Zuzia Potocka Zuzia Potocka
2505
BLOG

Platforma oddaje pole

Zuzia Potocka Zuzia Potocka Polityka Obserwuj notkę 54

Słuchając dziś wystąpienia szefa klubu parlamentarnego PO Sławomira Neumanna, a następnie lidera Nowoczesnej Ryszarda Petru, odniosłam wrażenie, że to ten drugi jest liderem  opozycji. Bardzo to źle wróży Platformie, jeśli średni mówca Petru, facet bez charyzmy, któremu udało się do Sejmu wprowadzić zaledwie 28 posłów, bryluje w debacie po wygłoszeniu przemówienia programowego przez panią premier pana prezesa. I to na tle partii, która  rządziła przez dwie kadencje, ma 138 posłów, i na którą głosował co czwarty wyborca. 

I to ma być ta dobra zmiana w PO? To nowe otwarcie? 

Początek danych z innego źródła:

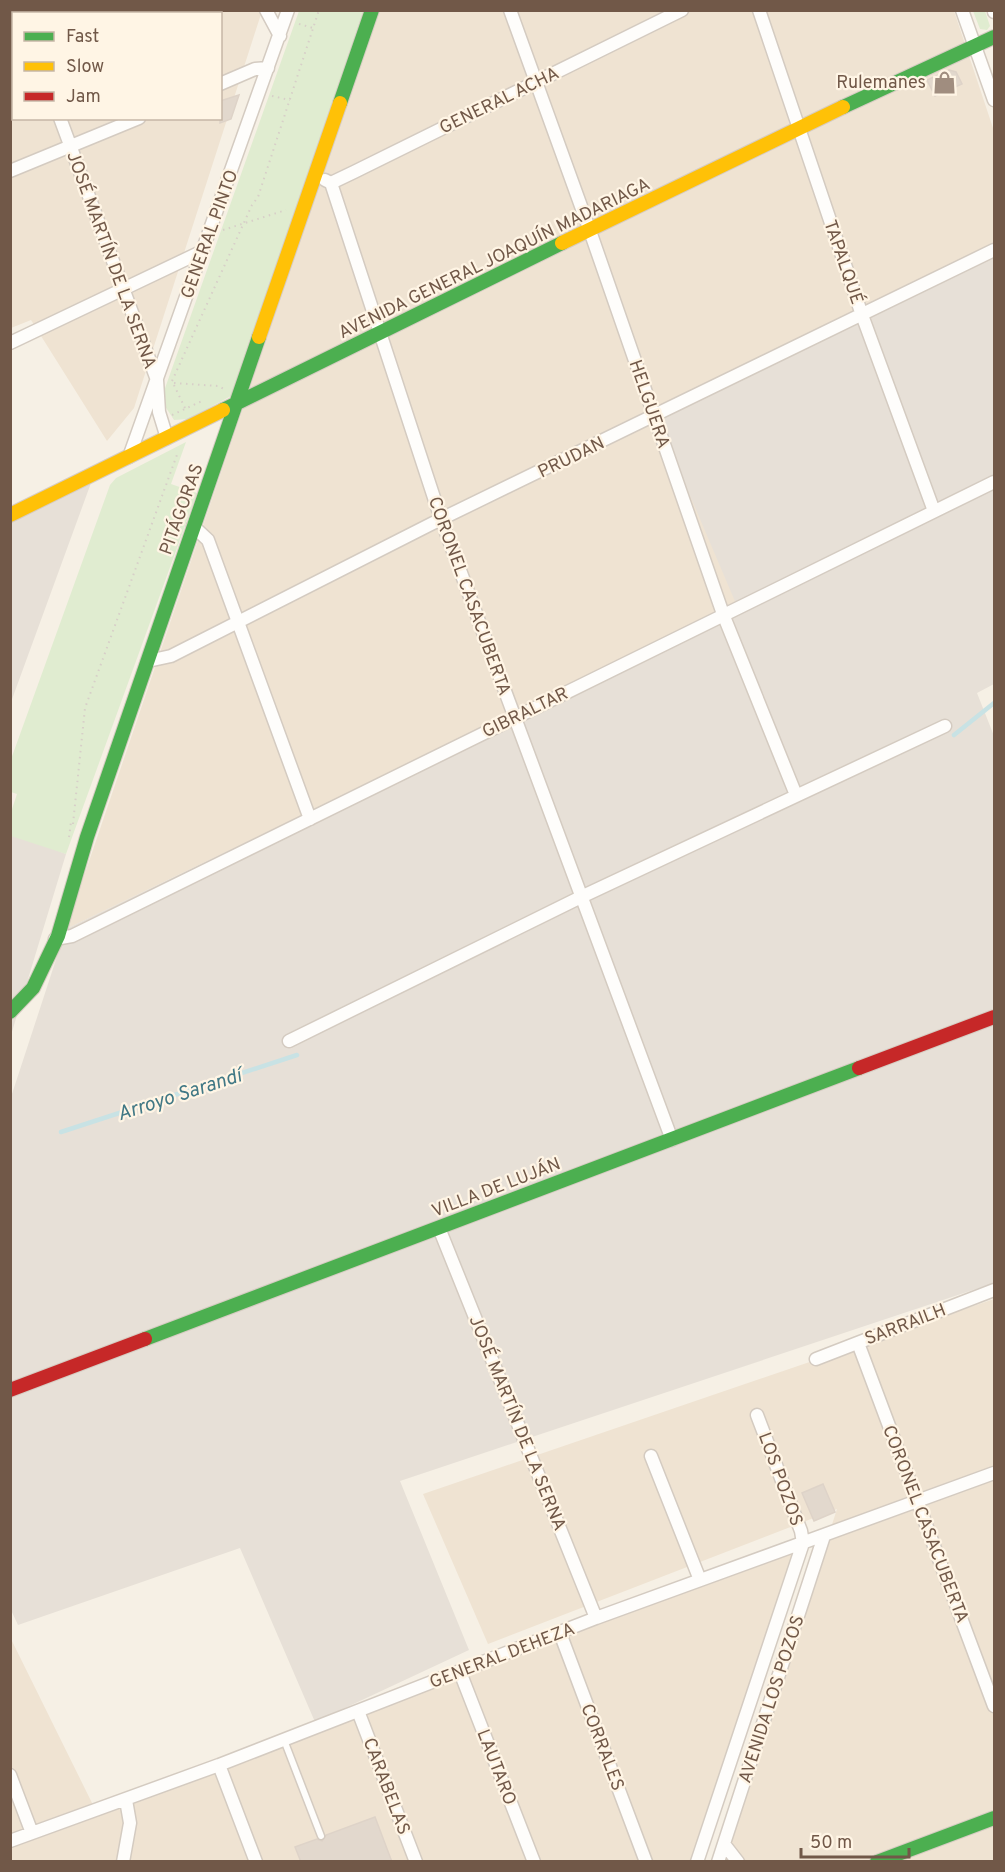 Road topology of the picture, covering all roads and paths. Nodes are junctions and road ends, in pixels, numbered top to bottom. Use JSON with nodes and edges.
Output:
{"nodes":[{"id":1,"x":266,"y":10,"type":"edge"},
{"id":2,"x":319,"y":10,"type":"edge"},
{"id":3,"x":372,"y":10,"type":"edge"},
{"id":4,"x":510,"y":10,"type":"edge"},
{"id":5,"x":682,"y":10,"type":"edge"},
{"id":6,"x":759,"y":10,"type":"edge"},
{"id":7,"x":962,"y":10,"type":"edge"},
{"id":8,"x":287,"y":15,"type":"edge"},
{"id":9,"x":313,"y":28,"type":"junction"},
{"id":10,"x":280,"y":36,"type":"junction"},
{"id":11,"x":994,"y":37,"type":"edge"},
{"id":12,"x":974,"y":44,"type":"junction"},
{"id":13,"x":268,"y":68,"type":"junction"},
{"id":14,"x":535,"y":82,"type":"junction"},
{"id":15,"x":222,"y":83,"type":"edge"},
{"id":16,"x":259,"y":94,"type":"junction"},
{"id":17,"x":290,"y":100,"type":"junction"},
{"id":18,"x":994,"y":100,"type":"edge"},
{"id":19,"x":61,"y":120,"type":"edge"},
{"id":20,"x":134,"y":120,"type":"edge"},
{"id":21,"x":797,"y":128,"type":"junction"},
{"id":22,"x":70,"y":147,"type":"junction"},
{"id":23,"x":10,"y":171,"type":"edge"},
{"id":24,"x":316,"y":176,"type":"junction"},
{"id":25,"x":331,"y":183,"type":"junction"},
{"id":26,"x":306,"y":204,"type":"junction"},
{"id":27,"x":243,"y":224,"type":"junction"},
{"id":28,"x":590,"y":231,"type":"junction"},
{"id":29,"x":209,"y":234,"type":"junction"},
{"id":30,"x":203,"y":250,"type":"junction"},
{"id":31,"x":994,"y":250,"type":"edge"},
{"id":32,"x":122,"y":288,"type":"junction"},
{"id":33,"x":862,"y":315,"type":"junction"},
{"id":34,"x":381,"y":334,"type":"junction"},
{"id":35,"x":10,"y":343,"type":"edge"},
{"id":36,"x":157,"y":380,"type":"junction"},
{"id":37,"x":173,"y":383,"type":"junction"},
{"id":38,"x":227,"y":391,"type":"dead end"},
{"id":39,"x":238,"y":404,"type":"junction"},
{"id":40,"x":185,"y":408,"type":"dead end"},
{"id":41,"x":655,"y":417,"type":"junction"},
{"id":42,"x":167,"y":438,"type":"junction"},
{"id":43,"x":179,"y":451,"type":"dead end"},
{"id":44,"x":129,"y":457,"type":"junction"},
{"id":45,"x":994,"y":482,"type":"edge"},
{"id":46,"x":934,"y":511,"type":"junction"},
{"id":47,"x":10,"y":515,"type":"edge"},
{"id":48,"x":441,"y":519,"type":"junction"},
{"id":49,"x":193,"y":526,"type":"junction"},
{"id":50,"x":723,"y":614,"type":"junction"},
{"id":51,"x":239,"y":621,"type":"junction"},
{"id":52,"x":148,"y":661,"type":"junction"},
{"id":53,"x":514,"y":718,"type":"junction"},
{"id":54,"x":945,"y":726,"type":"dead end"},
{"id":55,"x":796,"y":795,"type":"junction"},
{"id":56,"x":310,"y":819,"type":"junction"},
{"id":57,"x":87,"y":837,"type":"junction"},
{"id":58,"x":581,"y":897,"type":"junction"},
{"id":59,"x":55,"y":939,"type":"junction"},
{"id":60,"x":10,"y":1012,"type":"edge"},
{"id":61,"x":994,"y":1017,"type":"edge"},
{"id":62,"x":289,"y":1041,"type":"dead end"},
{"id":63,"x":672,"y":1140,"type":"junction"},
{"id":64,"x":439,"y":1228,"type":"junction"},
{"id":65,"x":994,"y":1290,"type":"edge"},
{"id":66,"x":858,"y":1342,"type":"junction"},
{"id":67,"x":816,"y":1359,"type":"dead end"},
{"id":68,"x":10,"y":1390,"type":"edge"},
{"id":69,"x":757,"y":1415,"type":"dead end"},
{"id":70,"x":651,"y":1456,"type":"dead end"},
{"id":71,"x":994,"y":1473,"type":"edge"},
{"id":72,"x":918,"y":1503,"type":"junction"},
{"id":73,"x":824,"y":1536,"type":"junction"},
{"id":74,"x":803,"y":1543,"type":"junction"},
{"id":75,"x":700,"y":1580,"type":"junction"},
{"id":76,"x":596,"y":1618,"type":"junction"},
{"id":77,"x":560,"y":1633,"type":"junction"},
{"id":78,"x":460,"y":1672,"type":"junction"},
{"id":79,"x":994,"y":1706,"type":"edge"},
{"id":80,"x":358,"y":1711,"type":"junction"},
{"id":81,"x":284,"y":1740,"type":"junction"},
{"id":82,"x":219,"y":1765,"type":"junction"},
{"id":83,"x":10,"y":1775,"type":"edge"},
{"id":84,"x":126,"y":1800,"type":"junction"},
{"id":85,"x":994,"y":1818,"type":"edge"},
{"id":86,"x":32,"y":1833,"type":"junction"},
{"id":87,"x":321,"y":1836,"type":"dead end"},
{"id":88,"x":10,"y":1841,"type":"edge"},
{"id":89,"x":724,"y":1844,"type":"junction"},
{"id":90,"x":123,"y":1862,"type":"edge"},
{"id":91,"x":256,"y":1862,"type":"edge"},
{"id":92,"x":416,"y":1862,"type":"edge"},
{"id":93,"x":534,"y":1862,"type":"edge"},
{"id":94,"x":646,"y":1862,"type":"edge"},
{"id":95,"x":697,"y":1862,"type":"edge"},
{"id":96,"x":718,"y":1862,"type":"edge"},
{"id":97,"x":738,"y":1862,"type":"edge"},
{"id":98,"x":877,"y":1862,"type":"edge"}],
"edges":[{"from":1,"to":10,"type":"street"},
{"from":2,"to":9,"type":"path"},
{"from":3,"to":24,"type":"street","name":"PITÁGORAS"},
{"from":4,"to":14,"type":"street","name":"HELGUERA"},
{"from":5,"to":14,"type":"street","name":"GENERAL ACHA"},
{"from":6,"to":21,"type":"street","name":"TAPALQUÉ"},
{"from":7,"to":12,"type":"street"},
{"from":8,"to":9,"type":"path"},
{"from":8,"to":10,"type":"street","name":"GENERAL PINTO"},
{"from":9,"to":17,"type":"path"},
{"from":10,"to":13,"type":"street","name":"GENERAL PINTO"},
{"from":11,"to":12,"type":"street","name":"AVENIDA GENERAL JOAQUÍN MADARIAGA"},
{"from":12,"to":18,"type":"street"},
{"from":12,"to":21,"type":"street","name":"AVENIDA GENERAL JOAQUÍN MADARIAGA"},
{"from":13,"to":15,"type":"street"},
{"from":13,"to":16,"type":"street","name":"GENERAL PINTO"},
{"from":14,"to":25,"type":"street","name":"GENERAL ACHA"},
{"from":14,"to":28,"type":"street","name":"HELGUERA"},
{"from":16,"to":17,"type":"path"},
{"from":16,"to":29,"type":"street","name":"GENERAL PINTO"},
{"from":17,"to":27,"type":"path"},
{"from":19,"to":22,"type":"street","name":"JOSÉ MARTÍN DE LA SERNA"},
{"from":20,"to":22,"type":"street"},
{"from":21,"to":28,"type":"street","name":"AVENIDA GENERAL JOAQUÍN MADARIAGA"},
{"from":21,"to":33,"type":"street","name":"TAPALQUÉ"},
{"from":22,"to":23,"type":"street"},
{"from":22,"to":32,"type":"street","name":"JOSÉ MARTÍN DE LA SERNA"},
{"from":24,"to":25,"type":"street"},
{"from":24,"to":26,"type":"street","name":"PITÁGORAS"},
{"from":25,"to":34,"type":"street","name":"CORONEL CASACUBERTA"},
{"from":26,"to":27,"type":"path"},
{"from":26,"to":39,"type":"street","name":"PITÁGORAS"},
{"from":27,"to":29,"type":"path"},
{"from":27,"to":37,"type":"path"},
{"from":28,"to":34,"type":"street","name":"AVENIDA GENERAL JOAQUÍN MADARIAGA"},
{"from":28,"to":41,"type":"street","name":"HELGUERA"},
{"from":29,"to":30,"type":"street","name":"GENERAL PINTO"},
{"from":30,"to":32,"type":"street"},
{"from":30,"to":36,"type":"street","name":"GENERAL PINTO"},
{"from":31,"to":33,"type":"street","name":"PRUDAN"},
{"from":32,"to":35,"type":"street"},
{"from":32,"to":36,"type":"street","name":"JOSÉ MARTÍN DE LA SERNA"},
{"from":33,"to":41,"type":"street","name":"PRUDAN"},
{"from":33,"to":46,"type":"street","name":"TAPALQUÉ"},
{"from":34,"to":39,"type":"street","name":"AVENIDA GENERAL JOAQUÍN MADARIAGA"},
{"from":34,"to":48,"type":"street","name":"CORONEL CASACUBERTA"},
{"from":36,"to":42,"type":"street","name":"JOSÉ MARTÍN DE LA SERNA"},
{"from":36,"to":44,"type":"street","name":"GENERAL PINTO"},
{"from":37,"to":38,"type":"path"},
{"from":37,"to":40,"type":"path"},
{"from":39,"to":42,"type":"street","name":"AVENIDA GENERAL JOAQUÍN MADARIAGA"},
{"from":39,"to":49,"type":"street","name":"PITÁGORAS"},
{"from":41,"to":48,"type":"street","name":"PRUDAN"},
{"from":41,"to":50,"type":"street","name":"HELGUERA"},
{"from":42,"to":44,"type":"street","name":"AVENIDA GENERAL JOAQUÍN MADARIAGA"},
{"from":43,"to":57,"type":"path"},
{"from":44,"to":47,"type":"street","name":"AVENIDA GENERAL JOAQUÍN MADARIAGA"},
{"from":45,"to":46,"type":"street","name":"GIBRALTAR"},
{"from":46,"to":50,"type":"street","name":"GIBRALTAR"},
{"from":48,"to":51,"type":"street","name":"PRUDAN"},
{"from":48,"to":53,"type":"street","name":"CORONEL CASACUBERTA"},
{"from":49,"to":51,"type":"street"},
{"from":49,"to":52,"type":"street","name":"PITÁGORAS"},
{"from":50,"to":53,"type":"street","name":"GIBRALTAR"},
{"from":50,"to":55,"type":"street","name":"HELGUERA"},
{"from":51,"to":52,"type":"street","name":"PRUDAN"},
{"from":51,"to":56,"type":"street"},
{"from":52,"to":57,"type":"street","name":"PITÁGORAS"},
{"from":53,"to":56,"type":"street","name":"GIBRALTAR"},
{"from":53,"to":58,"type":"street","name":"CORONEL CASACUBERTA"},
{"from":54,"to":55,"type":"street"},
{"from":55,"to":58,"type":"street"},
{"from":56,"to":59,"type":"street","name":"GIBRALTAR"},
{"from":57,"to":59,"type":"street","name":"PITÁGORAS"},
{"from":58,"to":62,"type":"street"},
{"from":58,"to":63,"type":"street","name":"CORONEL CASACUBERTA"},
{"from":59,"to":60,"type":"street","name":"PITÁGORAS"},
{"from":61,"to":63,"type":"street","name":"VILLA DE LUJÁN"},
{"from":63,"to":64,"type":"street","name":"VILLA DE LUJÁN"},
{"from":64,"to":68,"type":"street","name":"VILLA DE LUJÁN"},
{"from":64,"to":76,"type":"street","name":"JOSÉ MARTÍN DE LA SERNA"},
{"from":65,"to":66,"type":"street","name":"SARRAILH"},
{"from":66,"to":67,"type":"street","name":"SARRAILH"},
{"from":66,"to":72,"type":"street","name":"CORONEL CASACUBERTA"},
{"from":69,"to":74,"type":"street","name":"LOS POZOS"},
{"from":70,"to":75,"type":"street"},
{"from":71,"to":72,"type":"street","name":"GENERAL DEHEZA"},
{"from":72,"to":73,"type":"street","name":"GENERAL DEHEZA"},
{"from":72,"to":79,"type":"street","name":"CORONEL CASACUBERTA"},
{"from":73,"to":74,"type":"street","name":"GENERAL DEHEZA"},
{"from":73,"to":89,"type":"street","name":"AVENIDA LOS POZOS"},
{"from":74,"to":75,"type":"street","name":"GENERAL DEHEZA"},
{"from":74,"to":95,"type":"street","name":"AVENIDA LOS POZOS"},
{"from":75,"to":76,"type":"street","name":"GENERAL DEHEZA"},
{"from":76,"to":77,"type":"street","name":"GENERAL DEHEZA"},
{"from":77,"to":78,"type":"street","name":"GENERAL DEHEZA"},
{"from":77,"to":94,"type":"street","name":"CORRALES"},
{"from":78,"to":80,"type":"street","name":"GENERAL DEHEZA"},
{"from":78,"to":93,"type":"street","name":"LAUTARO"},
{"from":80,"to":81,"type":"street","name":"GENERAL DEHEZA"},
{"from":80,"to":92,"type":"street","name":"CARABELAS"},
{"from":81,"to":82,"type":"street","name":"GENERAL DEHEZA"},
{"from":81,"to":87,"type":"lane"},
{"from":82,"to":84,"type":"street","name":"GENERAL DEHEZA"},
{"from":82,"to":91,"type":"street"},
{"from":83,"to":86,"type":"street"},
{"from":84,"to":86,"type":"street","name":"GENERAL DEHEZA"},
{"from":84,"to":90,"type":"street"},
{"from":85,"to":98,"type":"street"},
{"from":86,"to":88,"type":"street","name":"GENERAL DEHEZA"},
{"from":89,"to":96,"type":"street","name":"AVENIDA LOS POZOS"},
{"from":89,"to":97,"type":"street"}]}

Zabrakło dziś wystąpienia polityka PO na miarę tego, które wygłosiła premier Ewa Kopacz, składając dymisję rządu. Przemówienia z biglem, w którym z jednej strony się oponentów politycznych nie oszczędza, a z drugiej się ich też nie obraża, ale jednak punktuje. Bo o to chodzi. Słowem – brakowało dziś wystąpienia trafionego w punkt, pokazującego, że opozycja jest do czegokolwiek potrzebna. Neumann dziś dwoił się i troił, ale jednak Petru go przyćmił. Miał być gwiazdą odnowionej PO, a Schetyna już dzielił skórę na niedźwiedziu po przegranej Ewy Kopacz na przewodniczącego klubu. Mam wrażenie, że nie wyszło.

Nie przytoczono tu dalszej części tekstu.